Credit: Reuters/Jim Urquhart
By Jonathan Stempel
Sun Jul 15, 2012 4:38pm EDT
(Reuters) - The New York Post is seeking to keep its top editor from having to answer questions in a bias lawsuit about his discussions with media mogul Rupert Murdoch over a published cartoon that appeared to liken President Barack Obama to a chimpanzee.
Calling the February 2009 cartoon "quintessential political speech entitled to the strongest protections of the First Amendment," the newspaper in a court filing late Friday night also said the discussions were irrelevant to the lawsuit brought by Sandra Guzman, a former associate editor.
In November 2009, Guzman, who is black and Puerto Rican, sued the Post, its editor Col Allan and its parent News Corp for alleged discrimination and harassment on the basis of race, gender and national origin, saying she had been fired in retaliation for complaints over inappropriate conduct.
She also claimed to have objected to the cartoon, which referred to the $787 billion federal economic stimulus and depicted a policeman shooting a crazed chimpanzee, a reference to an actual incident in Connecticut.
Many people thought the animal was meant to depict Obama, and Murdoch later apologized to readers.
In a June 29 order, Magistrate Judge Ronald Ellis in Manhattan had ordered Allan, in a two-hour deposition, to answer questions, including over whether he told Murdoch he disagreed with publishing an apology, and whether he thought Murdoch believed it was a mistake to do so.
But in Friday's filing, the defendants argued that the order would let Guzman breach "the heart of the editorial process," and asked District Judge Barbara Jones to reverse it.
The defendants said the cartoon was intended to mock Congress' drafting of stimulus legislation and made no reference to race.
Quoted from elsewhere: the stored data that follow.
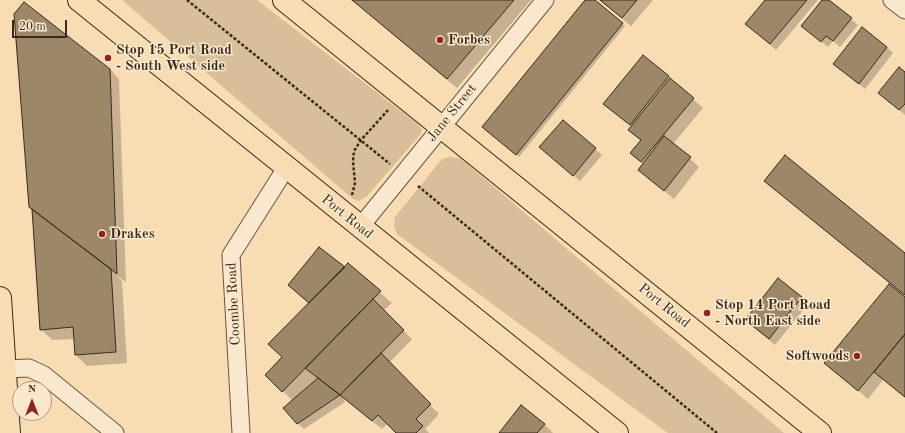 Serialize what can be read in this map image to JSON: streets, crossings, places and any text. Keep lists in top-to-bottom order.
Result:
{
  "streets": {
    "main road": ["Port Road"],
    "street": ["Jane Street", "Coombe Road"]
  },
  "crossings": [
    ["Jane Street", "Port Road"],
    ["Port Road", "Coombe Road"]
  ],
  "places": [
    "Forbes",
    "Stop 15 Port Road - South West side",
    "Drakes",
    "Stop 14 Port Road - North East side",
    "Softwoods"
  ],
  "scale_bar": "20 m",
  "north": "top"
}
They also called Guzman's request "nothing more than a fishing expedition that would invade and chill the editor's and newspaper's First Amendment rights to political expression."
"We have maintained from the very beginning that the New York Post assertion of an editorial privilege was baseless," Guzman's lawyer Kenneth Thompson said in a phone interview on Sunday. "We now look forward to bringing Col Allan back to answer our questions."
The case is Guzman v News Corp et al, U.S. District Court, Southern District of New York, No. 09-09323.